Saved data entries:
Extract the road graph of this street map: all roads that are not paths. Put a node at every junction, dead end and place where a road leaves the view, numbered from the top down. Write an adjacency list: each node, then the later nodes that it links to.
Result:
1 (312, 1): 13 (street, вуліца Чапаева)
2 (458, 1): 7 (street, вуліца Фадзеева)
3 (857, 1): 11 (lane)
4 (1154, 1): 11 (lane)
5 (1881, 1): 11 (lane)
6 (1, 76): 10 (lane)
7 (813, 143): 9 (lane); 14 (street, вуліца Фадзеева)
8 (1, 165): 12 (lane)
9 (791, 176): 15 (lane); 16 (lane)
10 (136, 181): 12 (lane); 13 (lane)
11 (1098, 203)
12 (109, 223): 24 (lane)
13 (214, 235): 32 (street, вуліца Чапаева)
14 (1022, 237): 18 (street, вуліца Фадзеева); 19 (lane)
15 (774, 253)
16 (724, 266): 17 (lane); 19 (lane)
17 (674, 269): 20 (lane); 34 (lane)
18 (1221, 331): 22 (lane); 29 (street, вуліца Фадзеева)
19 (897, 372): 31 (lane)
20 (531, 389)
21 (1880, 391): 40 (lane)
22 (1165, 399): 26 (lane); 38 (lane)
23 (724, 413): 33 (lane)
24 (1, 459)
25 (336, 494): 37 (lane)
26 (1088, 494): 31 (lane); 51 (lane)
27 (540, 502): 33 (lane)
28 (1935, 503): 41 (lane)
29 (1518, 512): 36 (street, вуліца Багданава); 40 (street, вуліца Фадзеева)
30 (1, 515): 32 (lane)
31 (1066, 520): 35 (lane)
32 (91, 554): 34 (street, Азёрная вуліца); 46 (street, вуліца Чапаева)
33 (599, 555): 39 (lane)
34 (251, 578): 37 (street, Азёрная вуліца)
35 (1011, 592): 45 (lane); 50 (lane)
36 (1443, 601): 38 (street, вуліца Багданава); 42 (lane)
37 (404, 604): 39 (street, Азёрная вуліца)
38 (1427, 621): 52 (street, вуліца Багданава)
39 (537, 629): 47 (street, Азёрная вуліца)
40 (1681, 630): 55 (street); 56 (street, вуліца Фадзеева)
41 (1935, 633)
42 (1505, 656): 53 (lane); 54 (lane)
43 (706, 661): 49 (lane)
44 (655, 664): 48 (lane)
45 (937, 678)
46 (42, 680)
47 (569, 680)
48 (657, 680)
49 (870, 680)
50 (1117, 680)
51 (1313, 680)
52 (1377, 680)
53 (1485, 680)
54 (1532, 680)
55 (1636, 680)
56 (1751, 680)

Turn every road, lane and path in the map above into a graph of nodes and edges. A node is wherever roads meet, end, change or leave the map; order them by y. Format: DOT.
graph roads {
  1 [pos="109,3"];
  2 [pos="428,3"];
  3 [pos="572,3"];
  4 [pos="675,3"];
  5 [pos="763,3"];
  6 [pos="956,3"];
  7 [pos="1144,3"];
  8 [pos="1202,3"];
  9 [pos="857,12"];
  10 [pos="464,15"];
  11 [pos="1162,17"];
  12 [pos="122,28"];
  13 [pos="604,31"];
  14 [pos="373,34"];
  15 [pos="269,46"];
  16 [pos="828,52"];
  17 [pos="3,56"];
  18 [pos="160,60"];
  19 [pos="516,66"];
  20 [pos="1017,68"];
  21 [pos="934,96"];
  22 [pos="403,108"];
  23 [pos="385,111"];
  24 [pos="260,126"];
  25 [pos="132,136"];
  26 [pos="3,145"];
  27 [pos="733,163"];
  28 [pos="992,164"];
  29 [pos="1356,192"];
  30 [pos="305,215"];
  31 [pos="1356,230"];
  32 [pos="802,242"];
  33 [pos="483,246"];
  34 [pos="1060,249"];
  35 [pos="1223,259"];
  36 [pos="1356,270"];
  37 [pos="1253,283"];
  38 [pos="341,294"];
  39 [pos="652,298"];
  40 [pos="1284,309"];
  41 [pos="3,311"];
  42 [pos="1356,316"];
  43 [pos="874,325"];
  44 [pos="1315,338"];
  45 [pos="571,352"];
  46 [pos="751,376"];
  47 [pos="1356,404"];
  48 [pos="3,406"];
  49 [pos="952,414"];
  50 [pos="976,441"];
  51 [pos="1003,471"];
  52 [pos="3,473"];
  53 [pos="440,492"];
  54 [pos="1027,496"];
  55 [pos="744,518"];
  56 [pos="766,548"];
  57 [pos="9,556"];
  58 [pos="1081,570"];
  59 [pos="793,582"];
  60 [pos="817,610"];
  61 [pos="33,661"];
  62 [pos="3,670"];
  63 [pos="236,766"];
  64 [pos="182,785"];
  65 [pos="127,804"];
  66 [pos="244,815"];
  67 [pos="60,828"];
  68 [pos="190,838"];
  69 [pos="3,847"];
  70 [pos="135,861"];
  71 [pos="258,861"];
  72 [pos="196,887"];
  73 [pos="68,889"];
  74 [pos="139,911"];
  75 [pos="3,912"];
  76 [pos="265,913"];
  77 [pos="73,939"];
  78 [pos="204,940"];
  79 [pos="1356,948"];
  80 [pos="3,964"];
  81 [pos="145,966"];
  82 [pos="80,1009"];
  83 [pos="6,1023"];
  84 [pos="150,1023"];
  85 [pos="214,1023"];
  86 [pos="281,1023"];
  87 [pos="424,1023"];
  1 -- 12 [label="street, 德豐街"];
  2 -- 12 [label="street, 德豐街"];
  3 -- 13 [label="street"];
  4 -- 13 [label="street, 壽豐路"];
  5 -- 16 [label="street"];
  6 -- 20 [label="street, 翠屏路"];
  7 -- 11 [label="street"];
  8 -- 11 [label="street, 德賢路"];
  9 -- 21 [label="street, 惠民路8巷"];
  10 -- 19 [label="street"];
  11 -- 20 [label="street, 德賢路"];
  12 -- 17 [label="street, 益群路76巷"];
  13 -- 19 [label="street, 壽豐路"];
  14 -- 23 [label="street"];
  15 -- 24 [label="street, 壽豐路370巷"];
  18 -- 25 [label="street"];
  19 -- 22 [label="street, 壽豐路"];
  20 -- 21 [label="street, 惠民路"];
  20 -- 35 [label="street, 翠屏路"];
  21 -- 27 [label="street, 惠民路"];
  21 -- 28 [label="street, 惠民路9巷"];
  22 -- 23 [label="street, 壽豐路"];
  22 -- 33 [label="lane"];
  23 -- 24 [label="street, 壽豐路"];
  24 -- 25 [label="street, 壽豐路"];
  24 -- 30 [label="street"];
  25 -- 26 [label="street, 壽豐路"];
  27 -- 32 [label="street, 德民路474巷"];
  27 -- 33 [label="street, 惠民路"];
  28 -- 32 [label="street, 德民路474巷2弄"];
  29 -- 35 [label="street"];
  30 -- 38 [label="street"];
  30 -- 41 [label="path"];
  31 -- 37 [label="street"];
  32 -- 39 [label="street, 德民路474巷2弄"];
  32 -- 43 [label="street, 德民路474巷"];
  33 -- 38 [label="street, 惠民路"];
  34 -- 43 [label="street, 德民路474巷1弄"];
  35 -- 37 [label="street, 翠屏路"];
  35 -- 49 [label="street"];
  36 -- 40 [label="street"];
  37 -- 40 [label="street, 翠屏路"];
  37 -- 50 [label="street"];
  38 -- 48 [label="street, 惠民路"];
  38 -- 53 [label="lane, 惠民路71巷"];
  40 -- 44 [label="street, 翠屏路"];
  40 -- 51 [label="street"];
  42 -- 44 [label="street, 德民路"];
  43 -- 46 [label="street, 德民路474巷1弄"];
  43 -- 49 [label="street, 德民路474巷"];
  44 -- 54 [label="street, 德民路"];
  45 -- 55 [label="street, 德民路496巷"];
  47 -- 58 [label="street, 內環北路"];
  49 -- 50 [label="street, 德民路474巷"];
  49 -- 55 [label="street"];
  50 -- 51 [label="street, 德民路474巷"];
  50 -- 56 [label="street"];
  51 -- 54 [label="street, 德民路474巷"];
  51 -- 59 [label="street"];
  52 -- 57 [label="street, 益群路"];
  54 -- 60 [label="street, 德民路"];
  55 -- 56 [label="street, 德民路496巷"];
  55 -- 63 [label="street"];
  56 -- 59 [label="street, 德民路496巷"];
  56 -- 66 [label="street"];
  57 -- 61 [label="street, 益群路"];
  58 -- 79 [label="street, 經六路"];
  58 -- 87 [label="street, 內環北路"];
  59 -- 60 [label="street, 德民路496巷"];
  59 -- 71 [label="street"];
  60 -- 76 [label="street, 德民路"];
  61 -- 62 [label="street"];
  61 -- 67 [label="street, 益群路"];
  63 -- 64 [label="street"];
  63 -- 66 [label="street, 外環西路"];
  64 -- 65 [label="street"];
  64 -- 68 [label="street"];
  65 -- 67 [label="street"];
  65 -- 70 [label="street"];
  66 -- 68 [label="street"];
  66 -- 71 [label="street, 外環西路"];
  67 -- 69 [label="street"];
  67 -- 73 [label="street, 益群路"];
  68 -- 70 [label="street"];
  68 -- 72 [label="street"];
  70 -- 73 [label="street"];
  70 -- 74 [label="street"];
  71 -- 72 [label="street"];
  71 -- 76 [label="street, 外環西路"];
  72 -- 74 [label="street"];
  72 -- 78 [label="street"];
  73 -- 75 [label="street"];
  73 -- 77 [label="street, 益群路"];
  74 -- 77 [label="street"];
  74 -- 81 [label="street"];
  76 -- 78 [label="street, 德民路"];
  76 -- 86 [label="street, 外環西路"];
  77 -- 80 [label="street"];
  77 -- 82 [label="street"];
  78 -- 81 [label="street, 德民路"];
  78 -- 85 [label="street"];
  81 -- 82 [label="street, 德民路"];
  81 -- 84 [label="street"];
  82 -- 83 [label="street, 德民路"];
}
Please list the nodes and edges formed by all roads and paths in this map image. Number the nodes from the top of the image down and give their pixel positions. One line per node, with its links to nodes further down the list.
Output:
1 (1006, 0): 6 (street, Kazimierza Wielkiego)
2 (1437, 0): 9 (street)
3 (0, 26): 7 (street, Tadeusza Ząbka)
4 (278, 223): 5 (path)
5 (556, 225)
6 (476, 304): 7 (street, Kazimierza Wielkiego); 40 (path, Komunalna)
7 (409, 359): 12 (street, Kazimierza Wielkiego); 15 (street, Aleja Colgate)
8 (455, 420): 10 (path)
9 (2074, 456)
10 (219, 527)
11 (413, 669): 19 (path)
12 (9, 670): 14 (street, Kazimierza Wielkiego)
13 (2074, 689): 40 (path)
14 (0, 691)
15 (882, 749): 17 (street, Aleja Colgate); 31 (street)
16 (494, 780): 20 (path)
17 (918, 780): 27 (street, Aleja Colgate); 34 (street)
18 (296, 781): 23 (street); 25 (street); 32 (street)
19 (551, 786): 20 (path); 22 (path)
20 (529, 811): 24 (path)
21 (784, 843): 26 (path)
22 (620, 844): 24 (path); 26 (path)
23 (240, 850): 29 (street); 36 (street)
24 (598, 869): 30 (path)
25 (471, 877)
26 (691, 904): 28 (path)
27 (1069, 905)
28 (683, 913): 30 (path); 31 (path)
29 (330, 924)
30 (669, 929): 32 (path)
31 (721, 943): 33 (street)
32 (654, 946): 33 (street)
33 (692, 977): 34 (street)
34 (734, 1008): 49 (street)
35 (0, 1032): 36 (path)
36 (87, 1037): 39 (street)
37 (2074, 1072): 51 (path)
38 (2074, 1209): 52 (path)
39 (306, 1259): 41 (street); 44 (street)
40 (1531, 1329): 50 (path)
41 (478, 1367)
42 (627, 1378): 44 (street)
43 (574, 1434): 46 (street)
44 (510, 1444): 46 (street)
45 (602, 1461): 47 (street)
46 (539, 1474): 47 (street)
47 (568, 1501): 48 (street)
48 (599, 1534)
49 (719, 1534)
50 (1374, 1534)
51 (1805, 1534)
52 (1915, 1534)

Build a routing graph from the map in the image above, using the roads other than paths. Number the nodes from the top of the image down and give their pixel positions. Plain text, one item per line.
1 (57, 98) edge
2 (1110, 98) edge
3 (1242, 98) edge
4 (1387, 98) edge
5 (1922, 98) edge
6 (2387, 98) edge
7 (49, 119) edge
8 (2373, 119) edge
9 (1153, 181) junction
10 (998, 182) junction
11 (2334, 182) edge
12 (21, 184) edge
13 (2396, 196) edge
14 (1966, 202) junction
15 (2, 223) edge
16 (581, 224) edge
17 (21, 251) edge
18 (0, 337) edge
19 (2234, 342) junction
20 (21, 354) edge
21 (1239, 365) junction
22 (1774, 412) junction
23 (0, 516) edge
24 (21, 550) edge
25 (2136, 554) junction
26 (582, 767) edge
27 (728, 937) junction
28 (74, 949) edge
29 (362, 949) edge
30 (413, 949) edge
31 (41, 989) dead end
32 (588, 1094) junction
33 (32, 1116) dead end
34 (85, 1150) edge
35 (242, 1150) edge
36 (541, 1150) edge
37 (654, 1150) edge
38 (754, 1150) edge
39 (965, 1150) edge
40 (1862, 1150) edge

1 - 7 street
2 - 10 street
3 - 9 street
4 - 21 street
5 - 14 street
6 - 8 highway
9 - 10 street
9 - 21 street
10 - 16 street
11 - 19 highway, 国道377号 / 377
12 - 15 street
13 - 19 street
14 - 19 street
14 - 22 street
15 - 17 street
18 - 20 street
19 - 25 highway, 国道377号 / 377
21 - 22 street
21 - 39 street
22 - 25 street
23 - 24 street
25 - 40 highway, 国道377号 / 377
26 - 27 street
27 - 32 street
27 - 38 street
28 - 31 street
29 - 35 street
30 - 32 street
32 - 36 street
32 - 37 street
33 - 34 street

| EXERCISE GOAL |
Search the data for "image". Copy each line that has it.

| RESPONSE TO THE TASK |
Please list the nodes and edges formed by all roads and paths in this map image. Number the nodes from the top of the image down and give their pixel positions. One line per node, with its links to nodes further down the list.
Build a routing graph from the map in the image above, using the roads other than paths. Number the nodes from the top of the image down and give their pixel positions. Plain text, one item per line.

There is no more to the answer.